Sometimes there would be days when England would have nightmares. Sometimes he went weeks without them, others years. It was never a constant thing.

At a certain point-and he couldn't remember when it was, now—he had taken someone's advice and written them down. He had a book; it was a small, leather-bound journal with yellow pages and creases in the paper. The thing was small enough to fit into a pocket, no thicker than the average man's wallet. For some reason, he never left home without it tucked into the inside pocket of his coat. England really didn't think that it made much sense. Half of the time, he didn't even have a pen with him.

Curiously enough, he never read it.

There would be days when he would pick it up and leaf through the book, fast enough that he couldn't read the words but could see every ink blot and tea stain that marred its pages. If he was to be totally honest with himself, he had no idea what was written inside. His trembling hands may have been the ones to write the words, but his mind seemed to have buried the memories a long time ago. So the book stayed mysterious. Unopened. Almost sacred. There was a part of England that was afraid of the thing.

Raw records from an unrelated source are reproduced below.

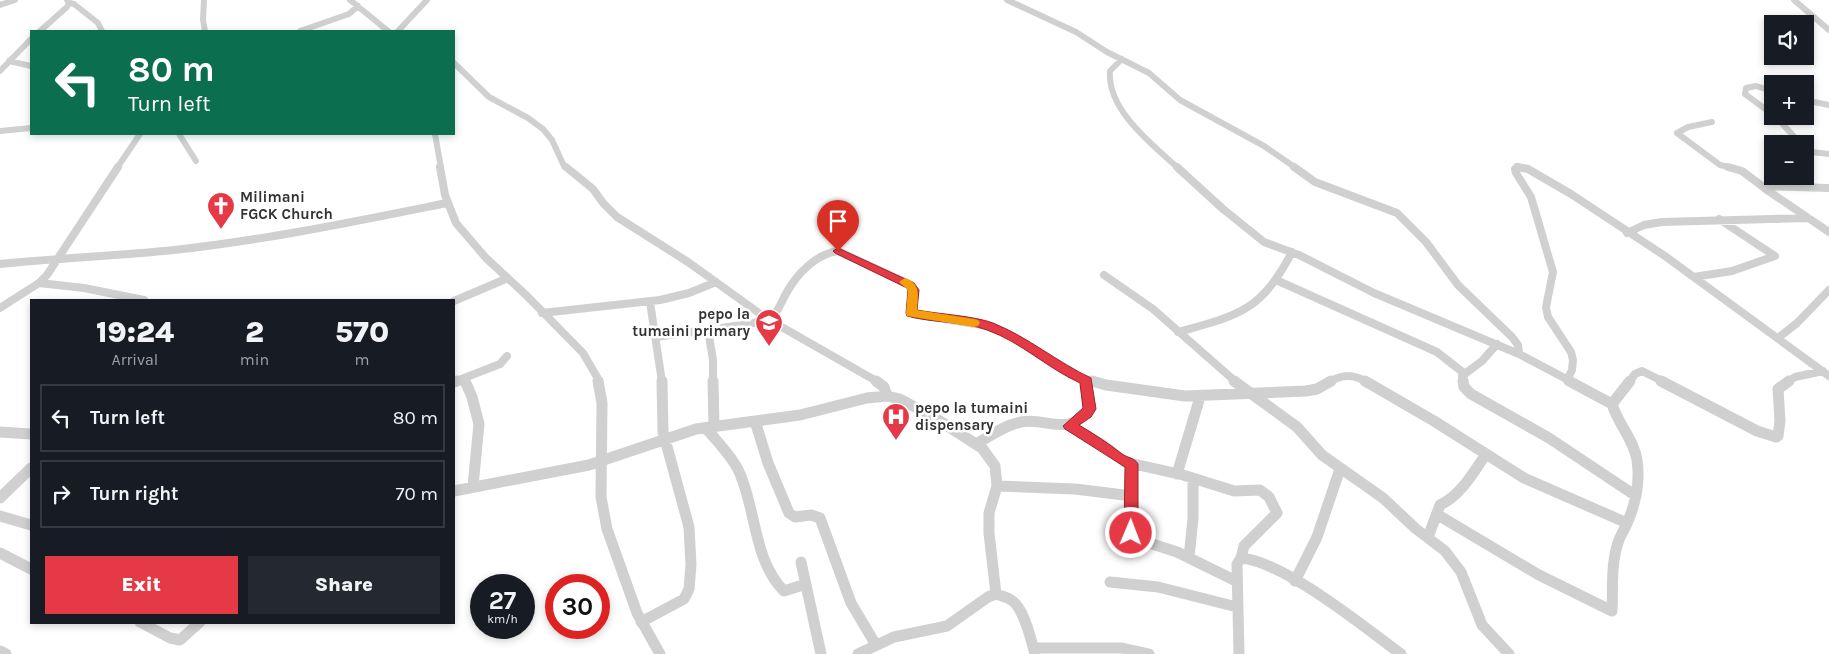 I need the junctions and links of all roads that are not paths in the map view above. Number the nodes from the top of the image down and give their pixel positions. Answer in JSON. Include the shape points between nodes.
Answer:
{"nodes":[{"id":1,"x":15,"y":0,"type":"edge"},
{"id":2,"x":204,"y":0,"type":"edge"},
{"id":3,"x":350,"y":0,"type":"edge"},
{"id":4,"x":427,"y":0,"type":"edge"},
{"id":5,"x":1007,"y":0,"type":"edge"},
{"id":6,"x":1794,"y":0,"type":"edge"},
{"id":7,"x":68,"y":1,"type":"edge"},
{"id":8,"x":0,"y":5,"type":"edge"},
{"id":9,"x":358,"y":6,"type":"junction"},
{"id":10,"x":41,"y":30,"type":"edge"},
{"id":11,"x":102,"y":30,"type":"edge"},
{"id":12,"x":205,"y":30,"type":"edge"},
{"id":13,"x":303,"y":30,"type":"edge"},
{"id":14,"x":387,"y":30,"type":"edge"},
{"id":15,"x":399,"y":30,"type":"edge"},
{"id":16,"x":1829,"y":30,"type":"edge"},
{"id":17,"x":30,"y":40,"type":"edge"},
{"id":18,"x":1122,"y":59,"type":"junction"},
{"id":19,"x":9,"y":61,"type":"junction"},
{"id":20,"x":455,"y":64,"type":"edge"},
{"id":21,"x":30,"y":66,"type":"edge"},
{"id":22,"x":0,"y":71,"type":"edge"},
{"id":23,"x":1764,"y":88,"type":"edge"},
{"id":24,"x":1814,"y":102,"type":"edge"},
{"id":25,"x":1829,"y":106,"type":"edge"},
{"id":26,"x":1764,"y":108,"type":"edge"},
{"id":27,"x":1712,"y":122,"type":"dead end"},
{"id":28,"x":1785,"y":125,"type":"edge"},
{"id":29,"x":30,"y":128,"type":"edge"},
{"id":30,"x":0,"y":132,"type":"edge"},
{"id":31,"x":139,"y":135,"type":"edge"},
{"id":32,"x":179,"y":135,"type":"edge"},
{"id":33,"x":435,"y":135,"type":"edge"},
{"id":34,"x":1794,"y":135,"type":"edge"},
{"id":35,"x":1814,"y":152,"type":"edge"},
{"id":36,"x":1829,"y":154,"type":"edge"},
{"id":37,"x":196,"y":161,"type":"dead end"},
{"id":38,"x":1762,"y":186,"type":"junction"},
{"id":39,"x":1829,"y":188,"type":"edge"},
{"id":40,"x":447,"y":203,"type":"junction"},
{"id":41,"x":1808,"y":218,"type":"junction"},
{"id":42,"x":1719,"y":219,"type":"junction"},
{"id":43,"x":1829,"y":232,"type":"edge"},
{"id":44,"x":1627,"y":233,"type":"junction"},
{"id":45,"x":1292,"y":252,"type":"junction"},
{"id":46,"x":58,"y":258,"type":"junction"},
{"id":47,"x":0,"y":264,"type":"edge"},
{"id":48,"x":1104,"y":276,"type":"dead end"},
{"id":49,"x":1694,"y":277,"type":"junction"},
{"id":50,"x":508,"y":278,"type":"junction"},
{"id":51,"x":1276,"y":280,"type":"junction"},
{"id":52,"x":716,"y":282,"type":"junction"},
{"id":53,"x":39,"y":283,"type":"junction"},
{"id":54,"x":1829,"y":290,"type":"edge"},
{"id":55,"x":139,"y":299,"type":"edge"},
{"id":56,"x":455,"y":301,"type":"edge"},
{"id":57,"x":650,"y":302,"type":"junction"},
{"id":58,"x":1,"y":307,"type":"edge"},
{"id":59,"x":542,"y":313,"type":"junction"},
{"id":60,"x":768,"y":320,"type":"junction"},
{"id":61,"x":708,"y":330,"type":"junction"},
{"id":62,"x":1178,"y":332,"type":"junction"},
{"id":63,"x":656,"y":337,"type":"junction"},
{"id":64,"x":1778,"y":338,"type":"junction"},
{"id":65,"x":1497,"y":344,"type":"junction"},
{"id":66,"x":1519,"y":354,"type":"junction"},
{"id":67,"x":507,"y":356,"type":"dead end"},
{"id":68,"x":1465,"y":374,"type":"junction"},
{"id":69,"x":1826,"y":374,"type":"edge"},
{"id":70,"x":464,"y":378,"type":"junction"},
{"id":71,"x":1567,"y":380,"type":"junction"},
{"id":72,"x":1086,"y":381,"type":"junction"},
{"id":73,"x":455,"y":382,"type":"edge"},
{"id":74,"x":1250,"y":395,"type":"junction"},
{"id":75,"x":887,"y":396,"type":"junction"},
{"id":76,"x":1200,"y":396,"type":"junction"},
{"id":77,"x":1612,"y":404,"type":"junction"},
{"id":78,"x":756,"y":421,"type":"junction"},
{"id":79,"x":1070,"y":426,"type":"junction"},
{"id":80,"x":710,"y":427,"type":"junction"},
{"id":81,"x":0,"y":432,"type":"edge"},
{"id":82,"x":30,"y":434,"type":"edge"},
{"id":83,"x":665,"y":440,"type":"junction"},
{"id":84,"x":976,"y":444,"type":"junction"},
{"id":85,"x":1486,"y":454,"type":"junction"},
{"id":86,"x":602,"y":462,"type":"junction"},
{"id":87,"x":1132,"y":464,"type":"junction"},
{"id":88,"x":1340,"y":468,"type":"junction"},
{"id":89,"x":30,"y":469,"type":"edge"},
{"id":90,"x":1176,"y":474,"type":"junction"},
{"id":91,"x":1193,"y":479,"type":"junction"},
{"id":92,"x":473,"y":486,"type":"junction"},
{"id":93,"x":997,"y":486,"type":"junction"},
{"id":94,"x":455,"y":491,"type":"edge"},
{"id":95,"x":1132,"y":496,"type":"junction"},
{"id":96,"x":1636,"y":496,"type":"junction"},
{"id":97,"x":0,"y":498,"type":"edge"},
{"id":98,"x":1438,"y":515,"type":"junction"},
{"id":99,"x":0,"y":516,"type":"edge"},
{"id":100,"x":1627,"y":523,"type":"junction"},
{"id":101,"x":30,"y":525,"type":"edge"},
{"id":102,"x":1428,"y":537,"type":"junction"},
{"id":103,"x":0,"y":553,"type":"edge"},
{"id":104,"x":1189,"y":557,"type":"junction"},
{"id":105,"x":1241,"y":558,"type":"junction"},
{"id":106,"x":801,"y":562,"type":"dead end"},
{"id":107,"x":30,"y":568,"type":"edge"},
{"id":108,"x":1236,"y":581,"type":"junction"},
{"id":109,"x":1295,"y":581,"type":"junction"},
{"id":110,"x":1110,"y":582,"type":"dead end"},
{"id":111,"x":806,"y":584,"type":"junction"},
{"id":112,"x":996,"y":594,"type":"junction"},
{"id":113,"x":1237,"y":607,"type":"junction"},
{"id":114,"x":641,"y":622,"type":"junction"},
{"id":115,"x":144,"y":624,"type":"edge"},
{"id":116,"x":198,"y":624,"type":"edge"},
{"id":117,"x":876,"y":645,"type":"junction"},
{"id":118,"x":0,"y":651,"type":"edge"},
{"id":119,"x":1034,"y":651,"type":"edge"},
{"id":120,"x":6,"y":654,"type":"edge"},
{"id":121,"x":660,"y":654,"type":"edge"},
{"id":122,"x":820,"y":654,"type":"edge"},
{"id":123,"x":858,"y":654,"type":"edge"},
{"id":124,"x":1149,"y":654,"type":"edge"},
{"id":125,"x":1240,"y":654,"type":"edge"},
{"id":126,"x":1401,"y":654,"type":"edge"},
{"id":127,"x":1509,"y":654,"type":"edge"}],
"edges":[{"from":1,"to":8,"type":"street"},
{"from":2,"to":12,"type":"street"},
{"from":3,"to":9,"type":"street"},
{"from":4,"to":15,"type":"street"},
{"from":5,"to":18,"type":"street","via":[[1076,32]]},
{"from":6,"to":16,"type":"street"},
{"from":7,"to":10,"type":"street"},
{"from":7,"to":11,"type":"street","via":[[98,23]]},
{"from":9,"to":13,"type":"street","via":[[349,14]]},
{"from":9,"to":14,"type":"street"},
{"from":17,"to":19,"type":"street"},
{"from":18,"to":45,"type":"street","via":[[1110,72],[1109,83],[1134,128],[1245,228],[1264,242]]},
{"from":18,"to":66,"type":"street","via":[[1149,73],[1187,105],[1264,146],[1315,182],[1397,213],[1426,242],[1458,285],[1512,337],[1518,345]]},
{"from":19,"to":21,"type":"street"},
{"from":19,"to":22,"type":"street"},
{"from":20,"to":52,"type":"street","via":[[489,97],[543,128],[564,166],[617,216]]},
{"from":23,"to":26,"type":"street","via":[[1746,88],[1745,94]]},
{"from":24,"to":25,"type":"street"},
{"from":27,"to":38,"type":"street","via":[[1677,133],[1720,165],[1742,172]]},
{"from":28,"to":34,"type":"street"},
{"from":29,"to":30,"type":"street"},
{"from":31,"to":46,"type":"street"},
{"from":32,"to":37,"type":"street"},
{"from":33,"to":40,"type":"street"},
{"from":35,"to":36,"type":"street"},
{"from":38,"to":39,"type":"street"},
{"from":38,"to":41,"type":"street"},
{"from":40,"to":46,"type":"street","via":[[215,244],[113,256]]},
{"from":40,"to":50,"type":"street","via":[[465,235]]},
{"from":41,"to":42,"type":"street"},
{"from":41,"to":43,"type":"street"},
{"from":42,"to":44,"type":"street","via":[[1654,223]]},
{"from":42,"to":49,"type":"street","via":[[1770,251],[1774,257],[1732,271]]},
{"from":44,"to":49,"type":"street"},
{"from":44,"to":71,"type":"street","via":[[1571,194],[1528,169],[1516,168],[1531,197],[1553,272],[1554,280],[1546,308],[1555,330],[1574,356],[1574,366]]},
{"from":45,"to":51,"type":"street"},
{"from":45,"to":65,"type":"street","via":[[1374,292]]},
{"from":46,"to":47,"type":"street"},
{"from":46,"to":53,"type":"street"},
{"from":48,"to":62,"type":"street","via":[[1153,309]]},
{"from":49,"to":64,"type":"street"},
{"from":50,"to":56,"type":"street"},
{"from":50,"to":59,"type":"street"},
{"from":51,"to":62,"type":"street","via":[[1251,306]]},
{"from":51,"to":68,"type":"street","via":[[1437,352]]},
{"from":52,"to":57,"type":"street","via":[[695,291]]},
{"from":52,"to":60,"type":"street"},
{"from":53,"to":55,"type":"street"},
{"from":53,"to":58,"type":"street"},
{"from":54,"to":64,"type":"street"},
{"from":57,"to":59,"type":"street"},
{"from":57,"to":63,"type":"street"},
{"from":59,"to":86,"type":"street","via":[[583,353],[597,377],[602,403]]},
{"from":60,"to":61,"type":"street"},
{"from":60,"to":72,"type":"street","via":[[778,312],[803,271],[827,252],[838,251],[911,285],[914,290],[911,313],[988,326],[1019,340]]},
{"from":60,"to":75,"type":"street","via":[[878,382]]},
{"from":61,"to":63,"type":"street"},
{"from":61,"to":80,"type":"street","via":[[713,360]]},
{"from":62,"to":74,"type":"street"},
{"from":63,"to":83,"type":"street","via":[[662,375]]},
{"from":64,"to":69,"type":"street"},
{"from":65,"to":66,"type":"street"},
{"from":65,"to":68,"type":"street"},
{"from":66,"to":71,"type":"street"},
{"from":67,"to":70,"type":"street","via":[[500,364]]},
{"from":68,"to":96,"type":"street","via":[[1462,376],[1463,384],[1471,394],[1549,438]]},
{"from":69,"to":77,"type":"street","via":[[1795,378],[1778,389],[1780,421],[1776,437],[1763,434],[1642,372],[1635,374]]},
{"from":70,"to":73,"type":"street"},
{"from":70,"to":92,"type":"street","via":[[479,424]]},
{"from":71,"to":77,"type":"street"},
{"from":72,"to":76,"type":"street","via":[[1158,394]]},
{"from":72,"to":79,"type":"street","via":[[1089,409]]},
{"from":74,"to":76,"type":"street"},
{"from":74,"to":85,"type":"street","via":[[1312,390],[1351,374]]},
{"from":74,"to":88,"type":"street","via":[[1298,427],[1317,451]]},
{"from":75,"to":78,"type":"street"},
{"from":75,"to":84,"type":"street","via":[[911,404]]},
{"from":76,"to":90,"type":"street"},
{"from":77,"to":96,"type":"street","via":[[1635,452],[1638,468]]},
{"from":78,"to":80,"type":"street"},
{"from":78,"to":117,"type":"street","via":[[768,463],[789,513],[795,517],[812,515],[820,518],[851,603]]},
{"from":79,"to":84,"type":"street","via":[[1058,427],[1030,420],[1002,429]]},
{"from":79,"to":87,"type":"street"},
{"from":80,"to":83,"type":"street","via":[[690,430]]},
{"from":80,"to":111,"type":"street","via":[[742,478],[759,543],[776,584],[784,591]]},
{"from":81,"to":82,"type":"street"},
{"from":83,"to":86,"type":"street","via":[[614,455]]},
{"from":83,"to":114,"type":"street","via":[[689,527],[692,551],[690,585],[680,602]]},
{"from":84,"to":93,"type":"street","via":[[995,466]]},
{"from":85,"to":98,"type":"street","via":[[1458,493],[1442,503]]},
{"from":85,"to":100,"type":"street","via":[[1536,484]]},
{"from":86,"to":92,"type":"street"},
{"from":86,"to":114,"type":"street","via":[[601,497],[607,529]]},
{"from":87,"to":90,"type":"street"},
{"from":87,"to":95,"type":"street"},
{"from":88,"to":102,"type":"street","via":[[1383,498]]},
{"from":88,"to":109,"type":"street","via":[[1317,537]]},
{"from":89,"to":97,"type":"street"},
{"from":90,"to":91,"type":"street"},
{"from":91,"to":104,"type":"street"},
{"from":91,"to":105,"type":"street","via":[[1234,491],[1260,490],[1273,503],[1276,516],[1244,546]]},
{"from":92,"to":94,"type":"street"},
{"from":93,"to":95,"type":"street"},
{"from":93,"to":112,"type":"street","via":[[988,533]]},
{"from":95,"to":104,"type":"street","via":[[1131,533],[1134,538]]},
{"from":96,"to":100,"type":"street"},
{"from":98,"to":100,"type":"street","via":[[1539,575],[1612,611],[1616,548]]},
{"from":98,"to":102,"type":"street"},
{"from":99,"to":101,"type":"street"},
{"from":102,"to":127,"type":"street","via":[[1455,563],[1482,625]]},
{"from":103,"to":107,"type":"street"},
{"from":104,"to":108,"type":"street"},
{"from":105,"to":108,"type":"street","via":[[1237,564]]},
{"from":105,"to":109,"type":"street","via":[[1250,557]]},
{"from":106,"to":111,"type":"street"},
{"from":108,"to":113,"type":"street"},
{"from":109,"to":126,"type":"street"},
{"from":110,"to":113,"type":"street","via":[[1170,589]]},
{"from":111,"to":122,"type":"street"},
{"from":112,"to":117,"type":"street","via":[[939,629],[894,637]]},
{"from":112,"to":119,"type":"street","via":[[1016,604]]},
{"from":113,"to":125,"type":"street"},
{"from":114,"to":121,"type":"street"},
{"from":115,"to":116,"type":"street","via":[[180,640]]},
{"from":117,"to":123,"type":"street"},
{"from":118,"to":120,"type":"street"},
{"from":119,"to":124,"type":"street","via":[[1122,648]]}]}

But one thing stayed constant in the book. In the right hand corner of each marked-up page, there was a date scrawled in loose script. And England could swear on his very life that each and every time that he had picked up a pen and put it to the pages there had been thunder. Rolling thunder that sounded like waves crashing against cragged cliffs in the midst of a storm. Roaring in his ears and reducing him to a shell of empty emotion until the storm moved on and the thunder had died overhead. And when the danger did pass and he was alone again, he would wrap his arms around himself and the tears would flow because he remembered.

And he would thank God that he was alone, so that the silent sobs and the words murmured into the darkness wouldn't be heard by anyone. So that he wouldn't be a burden.

It was so childish that he would almost laugh through his tears. Thunder. England himself had stayed awake many a night with America when he was younger, explaining the frightening sounds and singing away the tears with a lullaby about a father protecting his children through a storm.

He still remembered the words. Some nights he wondered whether they were scribbled somewhere within the pages of the notebook, the overflow of his heart onto the sheets in his moments of weakness and fear and vulnerability. But he never checked. No simple lullaby could sing away the tears now.

There was a part of him that was afraid to; afraid that whatever was in the book would suddenly bring the weight of the world crashing down on his shoulders once more. Afraid that somehow, by reading the looped script that had painted its way shakily across the pages, it would be those years again and the world would fall away around him into destruction and the screams of his people as they ran.

He hasn't written in the book for quite some time now. But it is always there, always constant. In a way, it's almost comforting.

Thunder.

England never could forget how much it sounded like the Blitz.